Xcel Energy’s plan to reduce climate pollution from its extensive Colorado natural gas network no longer relies on two controversial ideas: using ratepayer money to purchase carbon offsets and certified natural gas.
The company submitted a revised version of its so-called Clean Heat Plan last week. It lays out a range of programs to comply with a first-in-the-nation law requiring Colorado gas companies to cut climate-warming emissions 22 percent below 2015 levels by 2030.
A final plan approved by state utility regulators will determine the future of heating and cooking in Colorado. Xcel Energy currently delivers natural gas — a methane-based fuel that warms the climate when it burns and leaks — to 1.5 million customers across the state.
Customers will cover the cost of any final plan through a new charge on their monthly utility bills.
The question is the best path to cut emissions from natural gas networks, which currently heat about two-thirds of Colorado homes. Environmental groups insist the answer is to insulate buildings better while replacing gas stoves and furnaces with electric alternatives powered by renewable energy. Meanwhile, Xcel Energy and the oil and gas industry have argued those strategies could hike energy costs and potentially overwhelm the electric grid.

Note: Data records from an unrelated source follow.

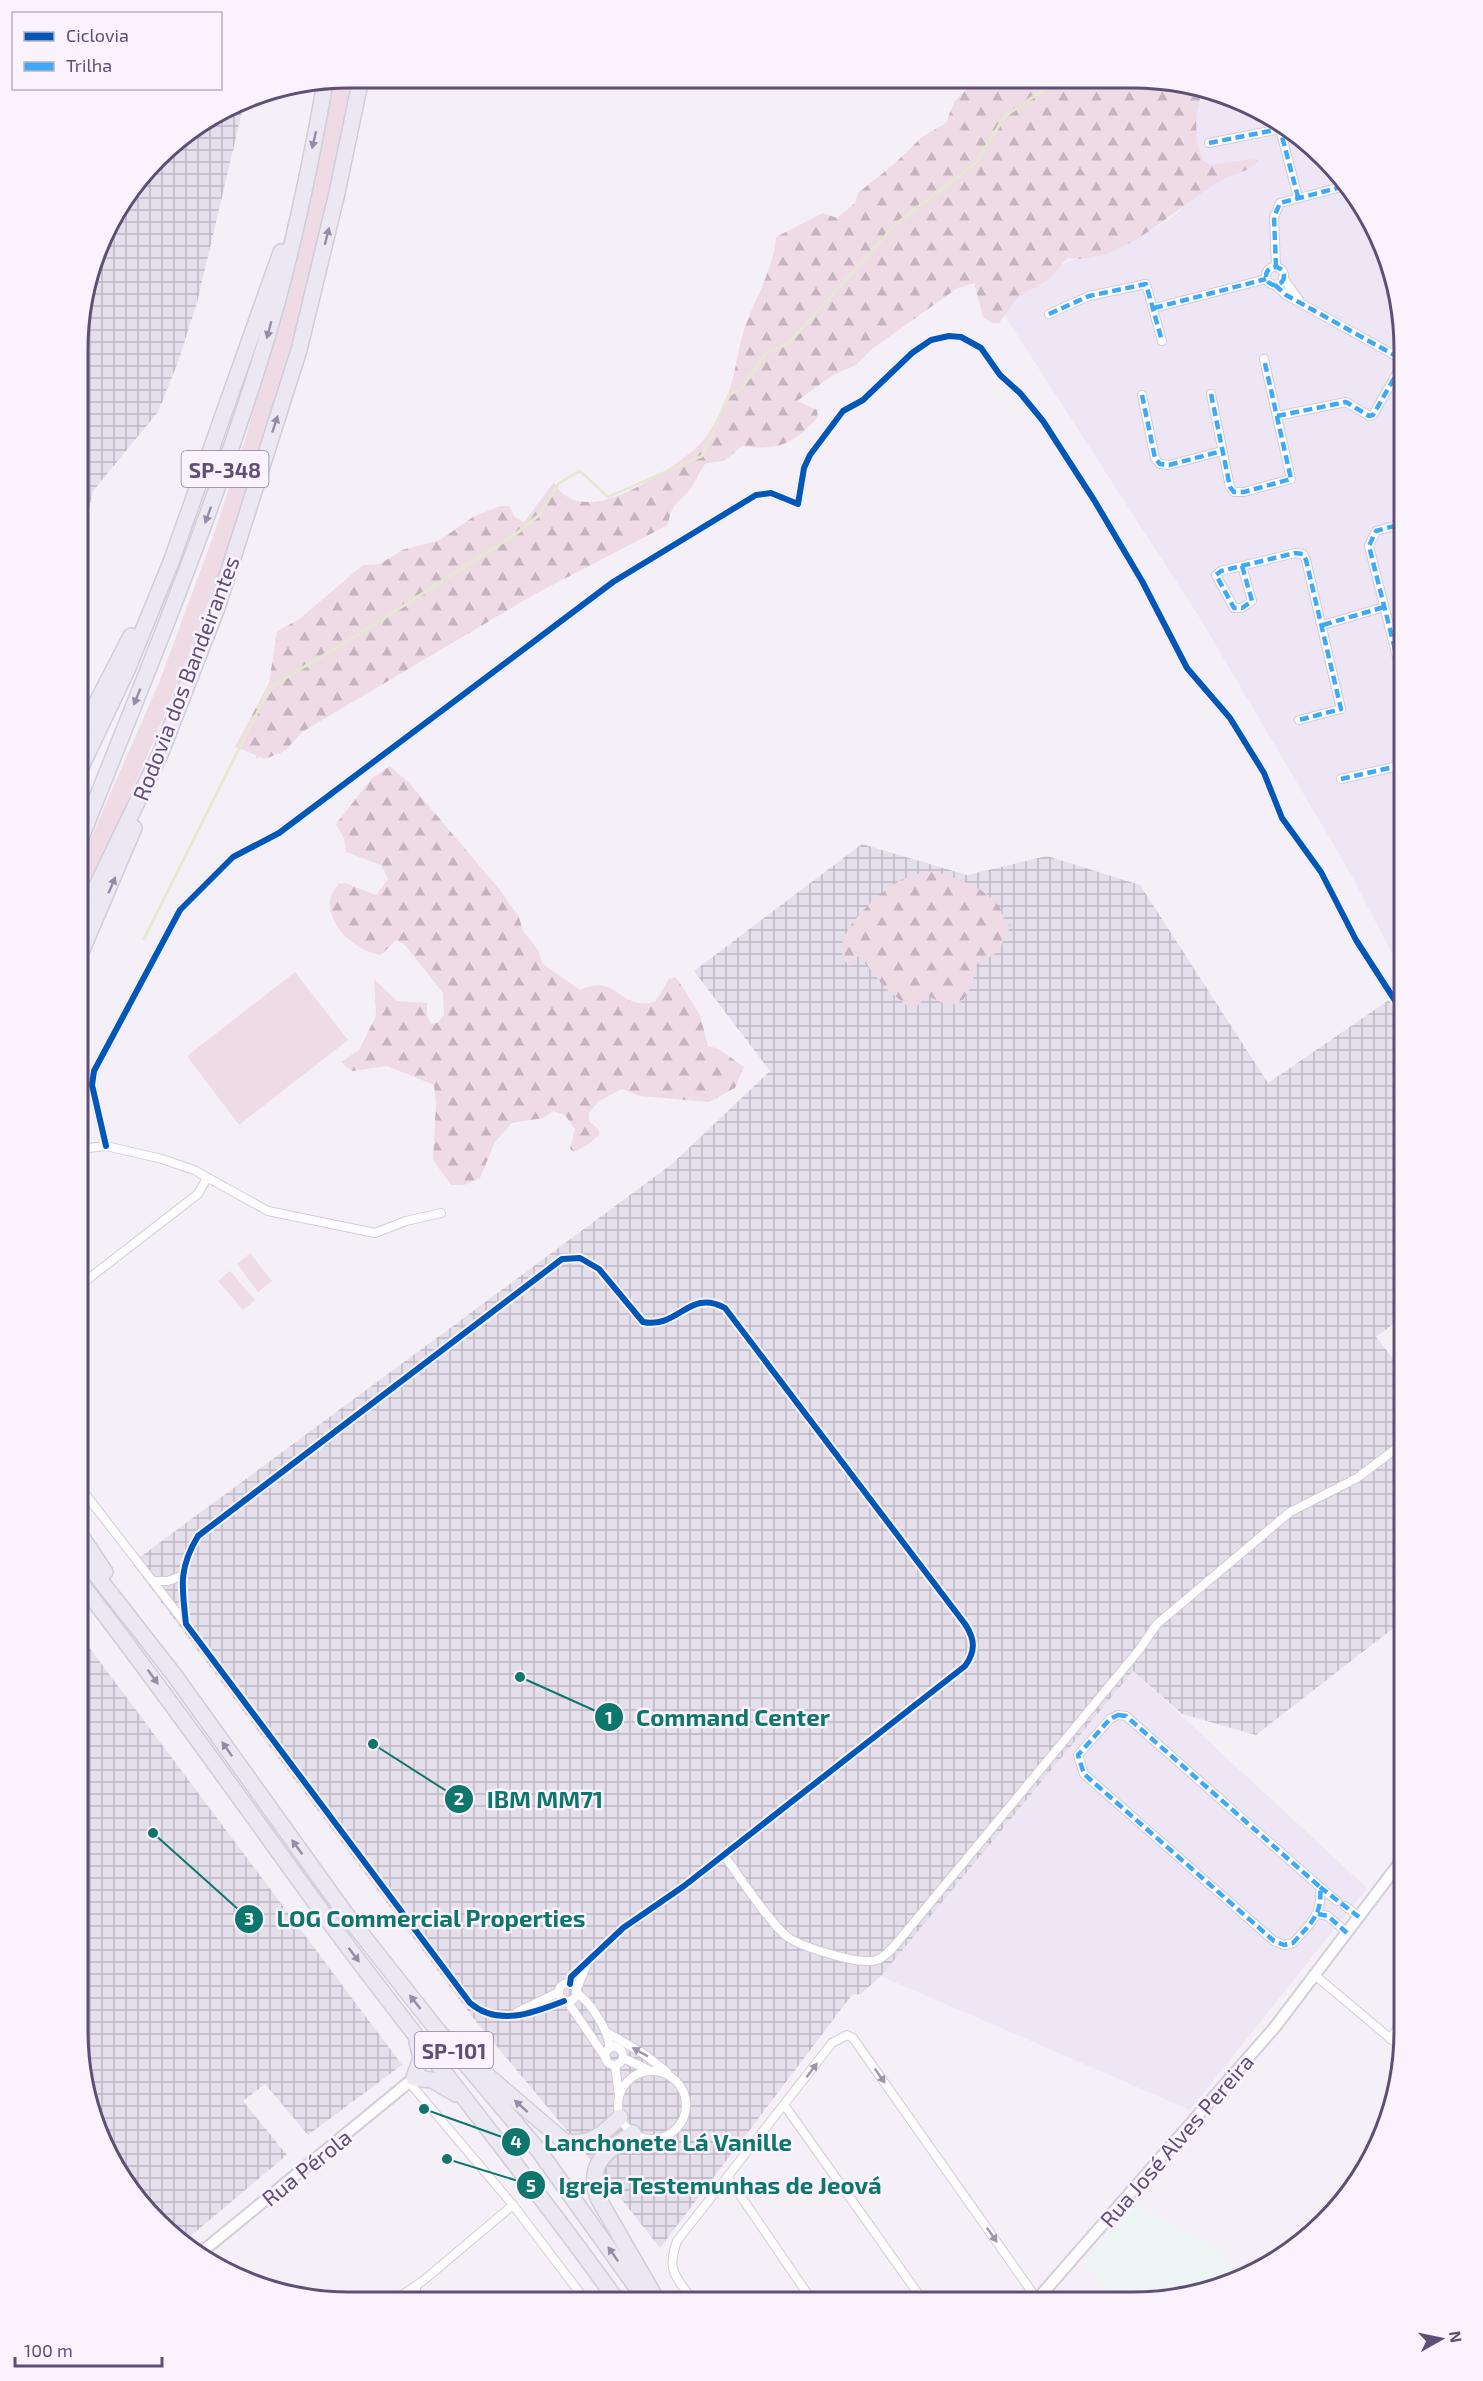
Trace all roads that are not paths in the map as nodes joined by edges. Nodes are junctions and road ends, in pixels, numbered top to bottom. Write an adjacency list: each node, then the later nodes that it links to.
1 (359, 88): 33 (highway, Rodovia dos Bandeirantes / SP-348, one-way to 1)
2 (324, 90): 8 (highway, Rodovia dos Bandeirantes / SP-348, one-way to 8)
3 (1274, 130): 5 (street)
4 (1282, 135): 7 (street)
5 (1209, 143)
6 (1338, 188): 7 (street)
7 (1298, 197): 9 (street)
8 (297, 213): 25 (highway); 36 (highway, Rodovia dos Bandeirantes / SP-348, one-way to 36)
9 (1273, 268): 10 (street); 11 (street)
10 (1283, 278): 12 (street); 13 (street)
11 (1266, 279): 12 (street); 14 (street)
12 (1275, 285): 13 (street)
13 (1300, 301): 17 (street)
14 (1154, 308): 15 (street); 16 (street)
15 (1049, 314)
16 (1162, 341)
17 (1394, 355)
18 (1264, 359): 22 (street)
19 (1394, 378): 22 (street)
20 (1211, 394): 23 (street)
21 (1142, 395): 23 (street)
22 (1277, 416): 23 (street)
23 (1222, 452)
24 (1394, 526): 27 (street)
25 (171, 562): 30 (highway); 32 (highway)
26 (1242, 566): 26 (street); 28 (street)
27 (1384, 607): 28 (street); 29 (street)
28 (1323, 625): 31 (street)
29 (1394, 646)
30 (88, 720)
31 (1299, 720)
32 (88, 752)
33 (160, 752): 37 (highway, Rodovia dos Bandeirantes / SP-348); 38 (highway, one-way to 33)
34 (1394, 767): 35 (street)
35 (1341, 779)
36 (88, 820)
37 (88, 906)
38 (88, 939)
39 (1394, 999): 40 (street)
40 (106, 1146): 41 (street); 42 (street)
41 (88, 1148)
42 (207, 1178): 43 (street); 44 (street)
43 (441, 1213)
44 (88, 1279)
45 (1394, 1450): 56 (street)
46 (88, 1497): 50 (street)
47 (88, 1546): 55 (highway)
48 (88, 1565): 55 (highway, SP-101)
49 (181, 1576): 50 (street); 53 (street); 56 (street)
50 (154, 1581): 53 (street)
51 (88, 1593): 54 (highway, SP-101)
52 (88, 1605): 54 (highway)
53 (186, 1624): 70 (street)
54 (135, 1653): 72 (highway, SP-101, one-way to 72)
55 (175, 1676): 71 (highway, SP-101, one-way to 55)
56 (724, 1855): 64 (street)
57 (1394, 1870): 62 (main road, Rua José Alves Pereira)
58 (1320, 1887): 59 (street); 61 (street); 61 (street)
59 (1337, 1901)
60 (1345, 1906): 62 (street)
61 (1318, 1914): 63 (street)
62 (1359, 1917): 63 (main road, Rua José Alves Pereira)
63 (1347, 1933): 65 (main road, Rua José Alves Pereira)
64 (587, 1962): 66 (street); 68 (street)
65 (1316, 1976): 75 (street); 103 (main road, Rua José Alves Pereira)
66 (570, 1984): 67 (street); 68 (street)
67 (559, 1992): 69 (street); 70 (street)
68 (576, 1992): 69 (street); 74 (street)
69 (566, 2001): 70 (street); 78 (street)
70 (513, 2015)
71 (434, 2026): 87 (highway, one-way to 71); 97 (highway, SP-101, one-way to 71)
72 (410, 2028): 83 (highway); 84 (highway, SP-101)
73 (1394, 2033): 75 (street)
74 (608, 2034): 77 (street); 82 (street, one-way to 74)
75 (1390, 2039): 76 (street)
76 (1394, 2042)
77 (616, 2047): 78 (street); 79 (street)
78 (606, 2058): 80 (street)
79 (623, 2058): 80 (street); 81 (street)
80 (615, 2065): 85 (street)
81 (649, 2070): 82 (street); 85 (street)
82 (670, 2075): 88 (street)
83 (411, 2080): 84 (highway); 90 (street); 91 (main road, Rua Pérola)
84 (464, 2099): 96 (highway, SP-101)
85 (619, 2099): 87 (street)
86 (785, 2106): 89 (street); 101 (street); 102 (street, one-way to 102)
87 (620, 2118): 88 (street)
88 (633, 2133): 98 (highway)
89 (729, 2179): 99 (street); 100 (street)
90 (513, 2205): 92 (street); 95 (street)
91 (206, 2249)
92 (424, 2280): 93 (street); 94 (street)
93 (407, 2292)
94 (414, 2292)
95 (579, 2292)
96 (611, 2292)
97 (640, 2292)
98 (652, 2292)
99 (687, 2292)
100 (806, 2292)
101 (917, 2292)
102 (1030, 2292)
103 (1046, 2292)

The final decision will likely set a clear precedent for other gas utilities, including Summit Utilities, Atmos Energy, and Black Hill Energy. Each is scheduled to submit their own Clean Heat Plans by the end of the year.
A plan to cut emissions elsewhere
Xcel Energy has tried to convince state regulators to sign off on strategies other than electrification, including mixing clean-burning hydrogen into the existing gas supply and delivering fuel recovered from sources like landfills and sewage treatment plants.
Under its original proposal submitted in August, the company also proposed using offsets and certified natural gas to cover about a third of its progress toward the 2030 target. Both would theoretically allow the company to "cut" emissions without replacing appliances or modifying its gas system.
Carbon offsets, for example, finance projects that reduce emissions elsewhere, often through tree planting or agriculture projects. Certified natural gas is fuel produced after meeting standards to avoid methane leaks and other environmental damage.
But a coalition of climate groups and consumer advocates filed a motion in September demanding regulators remove those strategies, noting the plans don’t align with the original legislation.
Regulators scheduled a hearing to consider the matter in early December but dropped those plans after Xcel Energy agreed to submit its new revised plan.
A commitment to a profitable system
The current debate over the plan is testing Xcel Energy’s attempt to brand itself as a new breed of climate-friendly gas utility.
In 2021, the company announced it would eliminate the climate impact of its natural gas business by 2050, complementing an earlier promise to shift to carbon-free electricity by the same year.
Those goals, however, have yet to lead Xcel Energy to abandon its gas business.
Bob Frenzel, the company’s president and CEO, sits on the board of the American Gas Association, a powerful trade organization that’s often fought policies to promote all-electric homes and businesses. Another utility executive was also a founding member of Coloradans for Energy Access, a non-profit dedicated to a secretive fight to block local movements to heat buildings with renewable electricity instead of natural gas.
In addition, Xcel Energy has insisted it can cut greenhouse gas emissions while preserving a role for its highly profitable Colorado gas network, which financial filings show delivered about $2 billion in revenue last year. One prominent example is a proposed pilot project to mix hydrogen into the natural gas supply for Box Elder Creek Ranch, a subdivision near Hudson, Colo.
But hydrogen blending is one small piece of the emissions cuts promised through the Clean Heat Plan. The company has hoped to achieve far more significant emissions reductions through offsets and certified natural gas.
While the company no longer plans to include those programs, it hasn’t presented an alternative to hit the legally mandated target. Its latest plan would only achieve the 65 percent emissions reduction required by 2030.
In written testimony, Jack Ihle, an Xcel vice president of regulatory policy, said the plan makes “the greatest practicable progress” given the state’s other policies to encourage residents to move away from natural gas.
The company also isn’t dropping either plan completely. Ilhe told regulators the company “reserves the right” to propose offsets in a separate process.
While its revised plan doesn’t rely on certified natural gas to comply with the law, it’s asking regulators to allow it to purchase the same amount and recover the cost through an existing gas surcharge.
Ihle said commissioners should consider whether the move “can further the state’s economy-wide emissions reduction goals.”